Although Grace stopped playing first-class cricket in 1908 - in his sixtieth year - he continued to play in less-important matches. During his very last match, in 1914, he managed to score 69 runs with the bat and was not out. He died from heart failure at his home in Eltham the following year. Marking the 75th anniversary of his death, journalist Christopher Martin-Jenkins said: 'W G paved the way for the golden age? the hallmark of which was the beauty and brilliance of the batting, and especially the amateur batting'.
Only a tram line separates the grave of W G Grace from the pub bearing his name. The modern W G Grace pub contains memorabilia including bats and stumps and resembles a cricket pavilion from the outside. Inside is a long bar from which bar snacks are available. If only it had a lawn outside instead of a road, this would be a cricketer's paradise.
South Norwood Country Park is quite flat and allows a good view of the bird life.
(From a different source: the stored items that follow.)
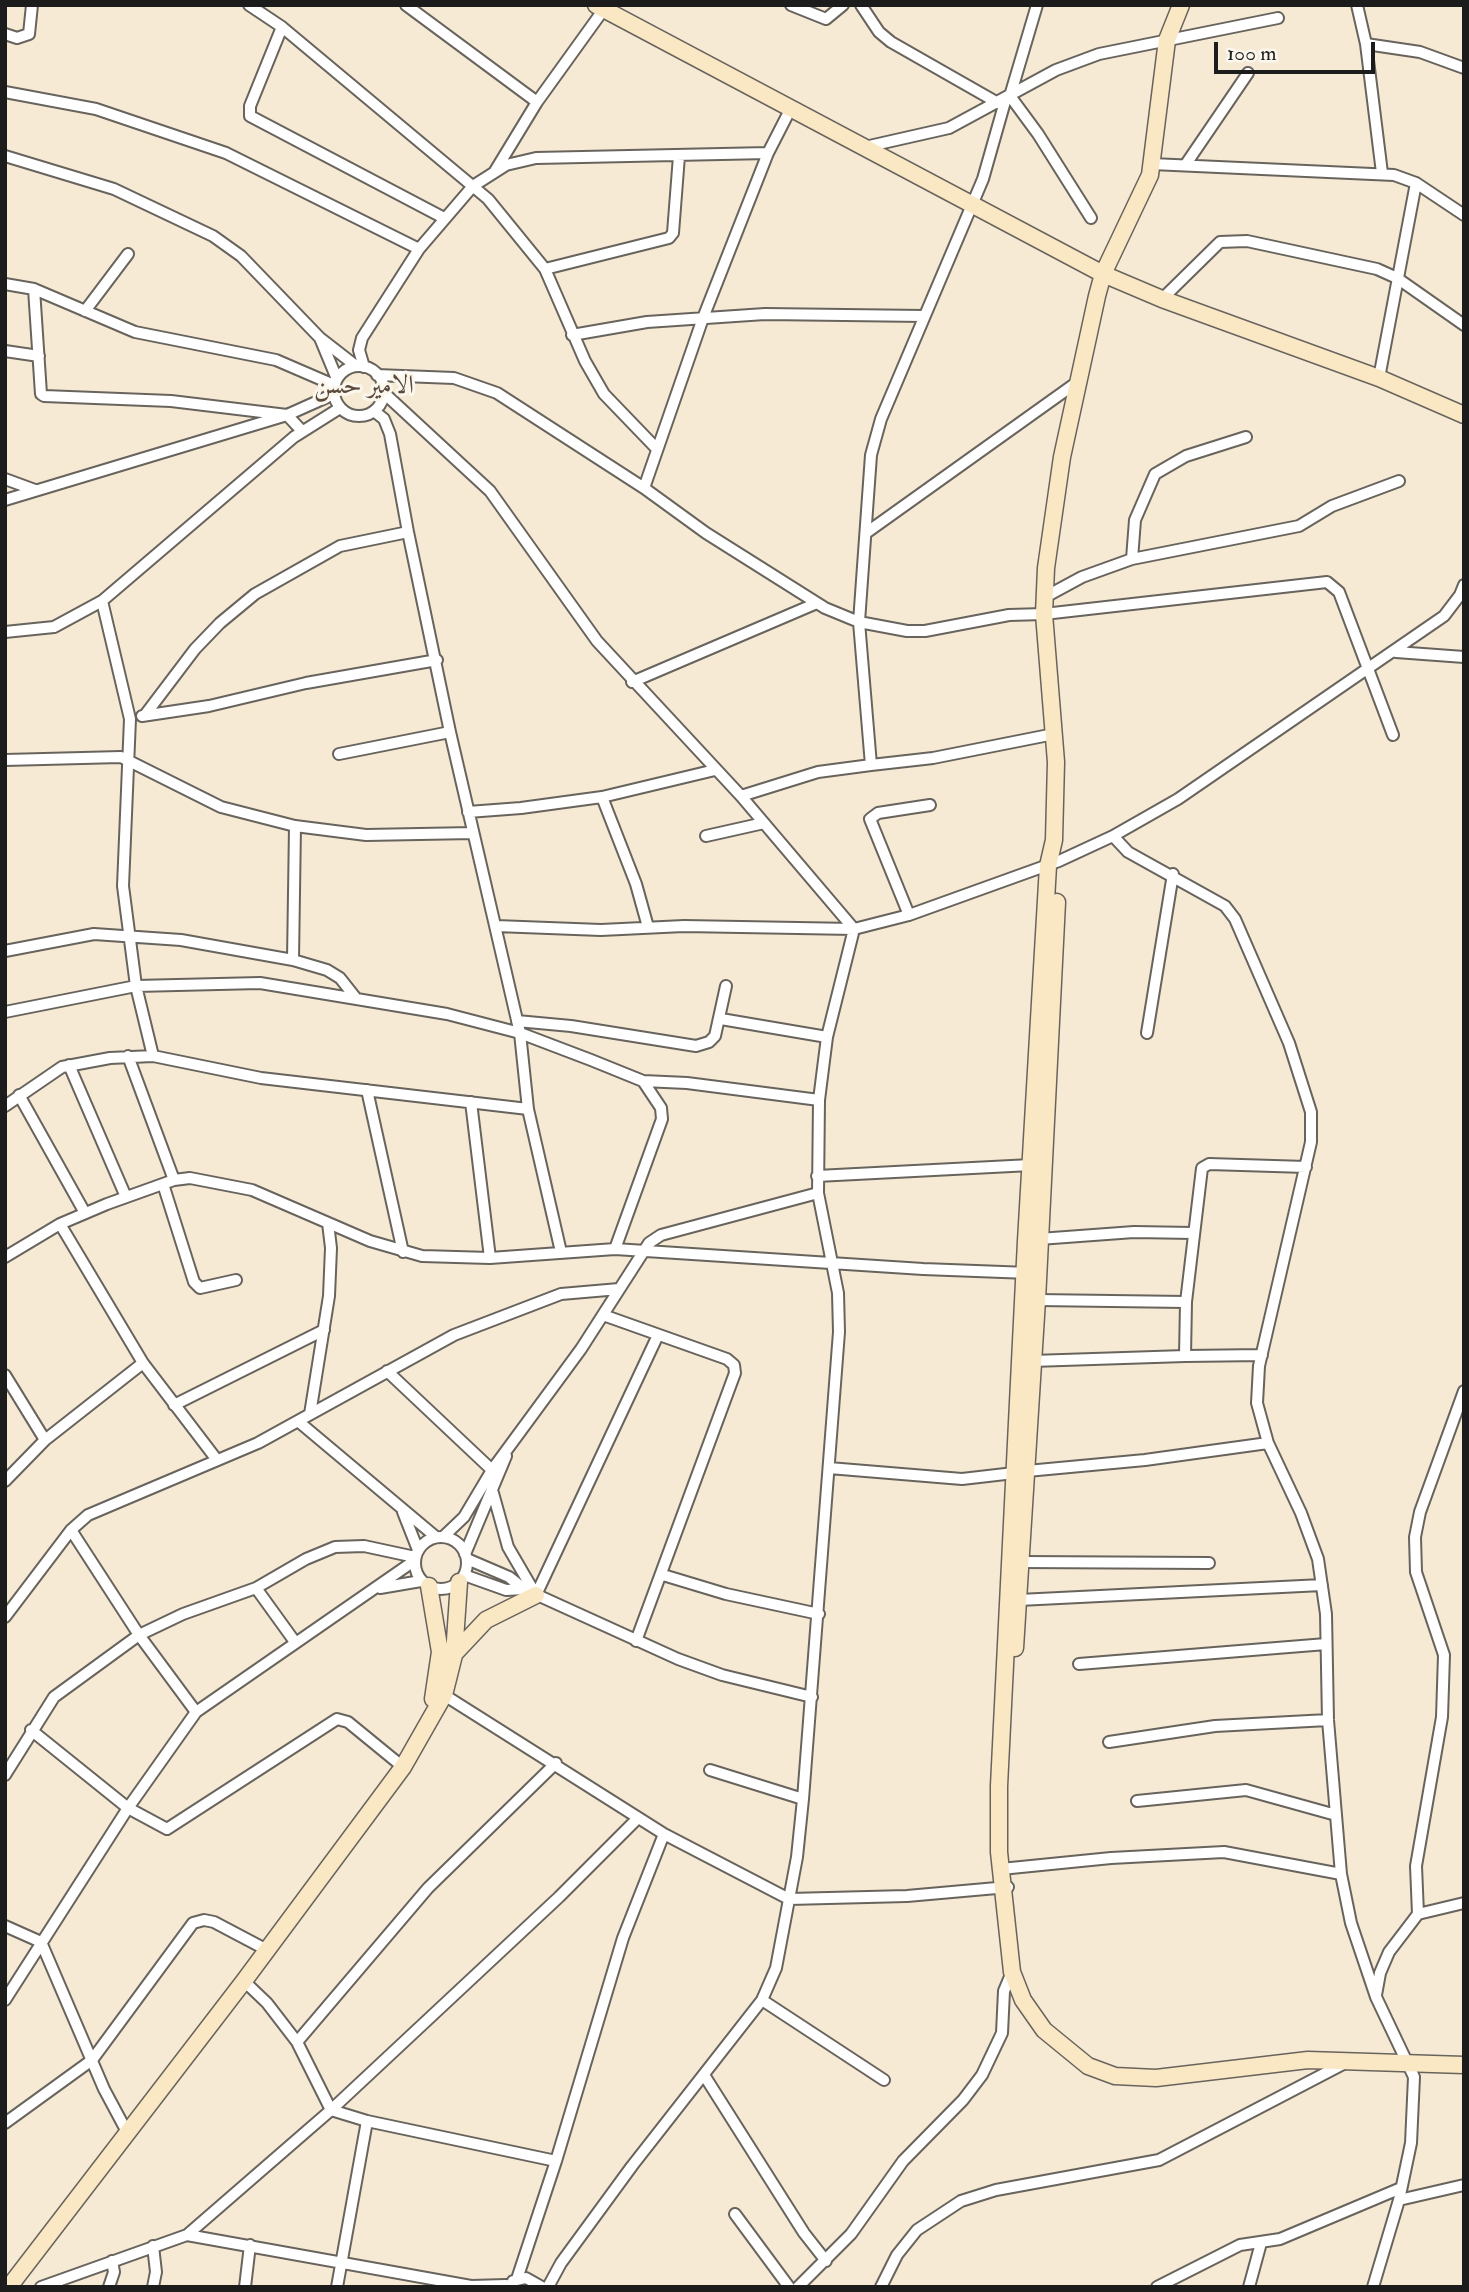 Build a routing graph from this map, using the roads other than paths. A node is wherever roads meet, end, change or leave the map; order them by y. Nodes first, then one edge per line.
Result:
1 (32, 5) edge
2 (250, 5) edge
3 (406, 5) edge
4 (791, 5) edge
5 (843, 5) edge
6 (861, 5) edge
7 (1037, 5) edge
8 (1181, 5) edge
9 (1357, 5) edge
10 (609, 9) edge
11 (1278, 18) dead end
12 (282, 27) junction
13 (5, 34) edge
14 (1167, 40) junction
15 (1366, 44) junction
16 (1464, 68) edge
17 (1248, 73) dead end
18 (5, 92) edge
19 (1004, 99) junction
20 (537, 102) junction
21 (790, 110) junction
22 (865, 147) junction
23 (768, 153) junction
24 (5, 156) edge
25 (679, 156) junction
26 (1152, 164) junction
27 (1186, 164) junction
28 (494, 172) junction
29 (1382, 173) junction
30 (1416, 183) junction
31 (473, 186) junction
32 (973, 203) junction
33 (1464, 215) edge
34 (444, 218) junction
35 (1091, 218) dead end
36 (419, 249) junction
37 (128, 254) dead end
38 (545, 269) junction
39 (1103, 274) junction
40 (1397, 278) junction
41 (5, 284) edge
42 (34, 289) junction
43 (1162, 299) junction
44 (85, 311) junction
45 (924, 316) junction
46 (703, 318) junction
47 (1464, 325) edge
48 (572, 335) junction
49 (320, 338) junction
50 (5, 351) edge
51 (39, 356) junction
52 (360, 367) junction
53 (377, 375) junction
54 (1379, 378) junction
55 (1076, 383) junction
56 (335, 386) junction
57 (384, 393) junction
58 (340, 408) junction
59 (374, 411) junction
60 (287, 415) junction
61 (1464, 415) edge
62 (302, 431) junction
63 (1246, 437) dead end
64 (656, 448) junction
65 (5, 479) edge
66 (1399, 481) dead end
67 (644, 488) junction
68 (34, 490) junction
69 (5, 500) edge
70 (408, 533) junction
71 (866, 533) junction
72 (1132, 559) junction
73 (1464, 585) edge
74 (1045, 597) junction
75 (102, 601) junction
76 (817, 603) junction
77 (1044, 614) junction
78 (859, 622) junction
79 (5, 632) edge
80 (1396, 652) junction
81 (1464, 657) edge
82 (437, 660) junction
83 (1369, 667) junction
84 (632, 682) junction
85 (145, 715) junction
86 (130, 719) junction
87 (450, 732) junction
88 (1054, 734) junction
89 (1393, 735) dead end
90 (339, 754) dead end
91 (130, 759) junction
92 (5, 760) edge
93 (871, 765) junction
94 (715, 770) junction
95 (741, 796) junction
96 (602, 797) junction
97 (930, 805) dead end
98 (468, 811) junction
99 (764, 823) junction
100 (295, 826) junction
101 (473, 833) junction
102 (706, 835) dead end
103 (1113, 836) junction
104 (1054, 864) junction
105 (1173, 874) junction
106 (909, 915) junction
107 (496, 926) junction
108 (648, 927) junction
109 (854, 929) junction
110 (129, 934) junction
111 (5, 951) edge
112 (293, 960) junction
113 (136, 986) junction
114 (726, 986) dead end
115 (355, 997) junction
116 (5, 1012) edge
117 (721, 1019) junction
118 (518, 1027) junction
119 (1147, 1034) dead end
120 (827, 1037) junction
121 (153, 1055) junction
122 (128, 1056) junction
123 (69, 1065) junction
124 (643, 1081) junction
125 (367, 1090) junction
126 (19, 1096) junction
127 (819, 1100) junction
128 (471, 1102) junction
129 (5, 1106) edge
130 (528, 1109) junction
131 (1031, 1165) junction
132 (1306, 1167) junction
133 (817, 1176) junction
134 (168, 1182) junction
135 (818, 1193) junction
136 (126, 1197) junction
137 (85, 1213) junction
138 (328, 1223) junction
139 (60, 1224) junction
140 (1193, 1233) junction
141 (1039, 1239) junction
142 (615, 1249) junction
143 (642, 1251) junction
144 (402, 1252) junction
145 (561, 1252) junction
146 (5, 1257) edge
147 (490, 1258) junction
148 (834, 1264) junction
149 (1031, 1273) junction
150 (236, 1280) dead end
151 (619, 1289) junction
152 (1037, 1300) junction
153 (1186, 1302) junction
154 (603, 1315) junction
155 (324, 1330) junction
156 (658, 1335) junction
157 (1262, 1355) junction
158 (1185, 1356) junction
159 (1032, 1361) junction
160 (143, 1363) junction
161 (387, 1371) junction
162 (5, 1375) edge
163 (1464, 1391) edge
164 (174, 1405) junction
165 (310, 1414) junction
166 (299, 1422) junction
167 (45, 1440) junction
168 (1268, 1443) junction
169 (509, 1447) junction
170 (216, 1460) junction
171 (829, 1468) junction
172 (492, 1470) junction
173 (1020, 1472) junction
174 (5, 1481) edge
175 (493, 1493) junction
176 (403, 1512) junction
177 (71, 1530) junction
178 (439, 1537) junction
179 (416, 1556) junction
180 (466, 1557) junction
181 (1021, 1562) junction
182 (1209, 1563) dead end
183 (663, 1575) junction
184 (462, 1578) junction
185 (425, 1583) junction
186 (1322, 1585) junction
187 (256, 1588) junction
188 (377, 1589) junction
189 (530, 1592) junction
190 (1013, 1600) junction
191 (819, 1614) junction
192 (5, 1617) edge
193 (139, 1635) junction
194 (636, 1641) junction
195 (295, 1642) junction
196 (1326, 1644) junction
197 (454, 1655) junction
198 (1079, 1664) dead end
199 (440, 1692) junction
200 (812, 1697) junction
201 (195, 1712) junction
202 (1328, 1720) junction
203 (31, 1730) junction
204 (1109, 1742) dead end
205 (556, 1763) junction
206 (403, 1767) junction
207 (710, 1770) dead end
208 (5, 1775) edge
209 (803, 1799) junction
210 (1137, 1801) dead end
211 (128, 1808) junction
212 (1336, 1815) junction
213 (637, 1819) junction
214 (664, 1834) junction
215 (1004, 1868) junction
216 (1341, 1874) junction
217 (1006, 1891) junction
218 (789, 1899) junction
219 (1464, 1903) edge
220 (1418, 1914) junction
221 (5, 1926) edge
222 (41, 1942) junction
223 (267, 1950) junction
224 (1012, 1972) junction
225 (244, 1981) junction
226 (1376, 1997) junction
227 (5, 2000) edge
228 (762, 2000) junction
229 (297, 2042) junction
230 (92, 2060) junction
231 (1350, 2060) junction
232 (1405, 2061) junction
233 (1464, 2064) edge
234 (704, 2075) junction
235 (884, 2080) dead end
236 (331, 2110) junction
237 (367, 2121) junction
238 (5, 2123) edge
239 (127, 2132) junction
240 (556, 2161) junction
241 (1464, 2185) edge
242 (1400, 2194) junction
243 (735, 2214) dead end
244 (187, 2235) junction
245 (1261, 2243) junction
246 (250, 2245) junction
247 (153, 2246) junction
248 (112, 2261) junction
249 (826, 2261) junction
250 (342, 2262) junction
251 (561, 2263) junction
252 (517, 2279) junction
253 (538, 2284) edge
254 (472, 2286) edge
255 (506, 2286) edge
256 (9, 2287) edge
257 (41, 2287) edge
258 (109, 2287) edge
259 (153, 2287) edge
260 (245, 2287) edge
261 (337, 2287) edge
262 (548, 2287) edge
263 (789, 2287) edge
264 (799, 2287) edge
265 (881, 2287) edge
266 (1157, 2287) edge
267 (1249, 2287) edge
268 (1373, 2287) edge

1 - 13 street
2 - 12 street
3 - 20 street
4 - 5 street
6 - 19 street
7 - 19 street
8 - 14 street
9 - 15 street
10 - 20 street
10 - 21 street
11 - 14 street
12 - 31 street
12 - 34 street
14 - 19 street
14 - 26 street
15 - 16 street
15 - 29 street
17 - 27 street
18 - 36 street
19 - 22 street
19 - 32 street
19 - 35 street
20 - 28 street
21 - 22 street
21 - 23 street
22 - 32 street
23 - 25 street
23 - 46 street
24 - 49 street
25 - 28 street
25 - 38 street
26 - 27 street
26 - 39 street
27 - 29 street
28 - 31 street
29 - 30 street
30 - 33 street
30 - 40 street
31 - 34 street
31 - 38 street
32 - 39 street
32 - 45 street
34 - 36 street
36 - 52 street
37 - 44 street
38 - 48 street
39 - 43 street
39 - 55 street
40 - 43 street
40 - 47 street
40 - 54 street
41 - 42 street
42 - 44 street
42 - 51 street
43 - 54 street
44 - 56 street
45 - 46 street
45 - 71 street
46 - 48 street
46 - 64 street
48 - 64 street
49 - 52 street
49 - 56 street
50 - 51 street
51 - 60 street
52 - 53 street
52 - 56 street
53 - 57 street
53 - 67 street
54 - 61 street
55 - 71 street
55 - 74 street
56 - 58 street
56 - 60 street
57 - 59 street
57 - 84 street
58 - 59 street
58 - 62 street
59 - 70 street
60 - 62 street
60 - 68 street
62 - 75 street
63 - 72 street
64 - 67 street
65 - 68 street
66 - 72 street
67 - 76 street
68 - 69 street
70 - 82 street
70 - 85 street
71 - 78 street
72 - 74 street
73 - 80 street
74 - 77 street
75 - 79 street
75 - 86 street
76 - 78 street
76 - 84 street
77 - 78 street
77 - 83 street
77 - 88 street
78 - 93 street
80 - 81 street
80 - 83 street
82 - 85 street
82 - 87 street
83 - 89 street
83 - 103 street
84 - 94 street
85 - 86 street
86 - 91 street
87 - 90 street
87 - 98 street
88 - 93 street
88 - 104 street
91 - 92 street
91 - 100 street
91 - 110 street
93 - 95 street
94 - 95 street
94 - 96 street
95 - 99 street
96 - 98 street
96 - 108 street
97 - 106 street
98 - 101 street
99 - 102 street
99 - 109 street
100 - 101 street
100 - 112 street
101 - 107 street
103 - 104 street
103 - 105 street
104 - 106 street
104 - 131 street
104 - 141 street
105 - 119 street
105 - 132 street
106 - 109 street
107 - 108 street
107 - 118 street
108 - 109 street
109 - 120 street
110 - 111 street
110 - 112 street
110 - 113 street
112 - 115 street
113 - 115 street
113 - 116 street
113 - 121 street
114 - 117 street
115 - 118 street
117 - 118 street
117 - 120 street
118 - 124 street
118 - 130 street
120 - 127 street
121 - 122 street
121 - 125 street
122 - 123 street
122 - 134 street
123 - 126 street
123 - 136 street
124 - 127 street
124 - 142 street
125 - 128 street
125 - 144 street
126 - 129 street
126 - 137 street
127 - 133 street
128 - 130 street
128 - 147 street
130 - 145 street
131 - 133 street
131 - 149 street
132 - 140 street
132 - 157 street
133 - 135 street
134 - 136 street
134 - 138 street
134 - 150 street
135 - 143 street
135 - 148 street
136 - 137 street
137 - 139 street
138 - 144 street
138 - 155 street
139 - 146 street
139 - 160 street
140 - 141 street
140 - 153 street
141 - 149 street
142 - 143 street
142 - 145 street
143 - 148 street
143 - 151 street
144 - 147 street
145 - 147 street
148 - 149 street
148 - 171 street
149 - 152 street
149 - 173 street
151 - 154 street
151 - 161 street
152 - 153 street
152 - 159 street
153 - 158 street
154 - 156 street
154 - 169 street
155 - 164 street
155 - 165 street
156 - 183 street
156 - 189 street
157 - 158 street
157 - 168 street
158 - 159 street
159 - 173 street
160 - 164 street
160 - 167 street
161 - 165 street
161 - 172 street
162 - 167 street
163 - 220 street
164 - 170 street
165 - 166 street
166 - 170 street
166 - 176 street
167 - 174 street
168 - 173 street
168 - 186 street
169 - 172 street
169 - 175 street
170 - 177 street
171 - 173 street
171 - 191 street
172 - 178 street
173 - 181 street
173 - 190 street
175 - 180 street
175 - 189 street
176 - 178 street
176 - 179 street
177 - 192 street
177 - 193 street
178 - 179 street
178 - 180 street
179 - 185 street
179 - 187 street
179 - 188 street
180 - 184 street
180 - 189 street
181 - 182 street
181 - 190 street
183 - 191 street
183 - 194 street
184 - 185 street
184 - 189 street
184 - 197 street
185 - 188 street
185 - 199 street
186 - 190 street
186 - 196 street
187 - 193 street
187 - 195 street
188 - 195 street
189 - 194 street
189 - 197 street
190 - 215 street
191 - 200 street
193 - 201 street
193 - 203 street
194 - 200 street
195 - 201 street
196 - 198 street
196 - 202 street
197 - 199 street
199 - 205 street
199 - 206 street
200 - 209 street
201 - 211 street
202 - 204 street
202 - 212 street
203 - 208 street
203 - 211 street
205 - 213 street
205 - 229 street
206 - 211 street
206 - 223 street
207 - 209 street
209 - 218 street
210 - 212 street
211 - 222 street
212 - 216 street
213 - 214 street
213 - 236 street
214 - 218 street
214 - 240 street
215 - 216 street
215 - 217 street
216 - 226 street
217 - 218 street
217 - 224 street
218 - 228 street
219 - 220 street
220 - 226 street
221 - 222 street
222 - 227 street
222 - 230 street
223 - 225 street
223 - 230 street
224 - 231 street
224 - 249 street
225 - 229 street
225 - 239 street
226 - 232 street
228 - 234 street
228 - 235 street
229 - 236 street
230 - 238 street
230 - 239 street
231 - 232 street
231 - 265 street
232 - 233 street
232 - 242 street
234 - 249 street
234 - 251 street
236 - 237 street
236 - 244 street
237 - 240 street
237 - 250 street
239 - 256 street
240 - 252 street
241 - 242 street
242 - 245 street
242 - 268 street
243 - 263 street
244 - 246 street
244 - 247 street
245 - 266 street
245 - 267 street
246 - 250 street
246 - 260 street
247 - 248 street
247 - 259 street
248 - 257 street
248 - 258 street
249 - 264 street
250 - 254 street
250 - 261 street
251 - 253 street
251 - 262 street
252 - 253 street
252 - 255 street
254 - 255 street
Reed and sedge warblers breed here, and red kites and woodpeckers can also be found. Reed warblers arrive in mid-April to May and depart to sub-Saharan regions in August to October. Males arrive at the breeding area two weeks before the females. Unmated males trying to attract females sing at high intensity, so listen out for their long song phrases.
Some of the walk follows the Country Park Trim Trail, a series of wooden structures where you can exercise different muscle groups. A sign next to each one describes the exercises and advises how many repetitions to do, depending on your level of fitness. These include parallel wooden bars for arm dips and another set for abdominal sit-ups.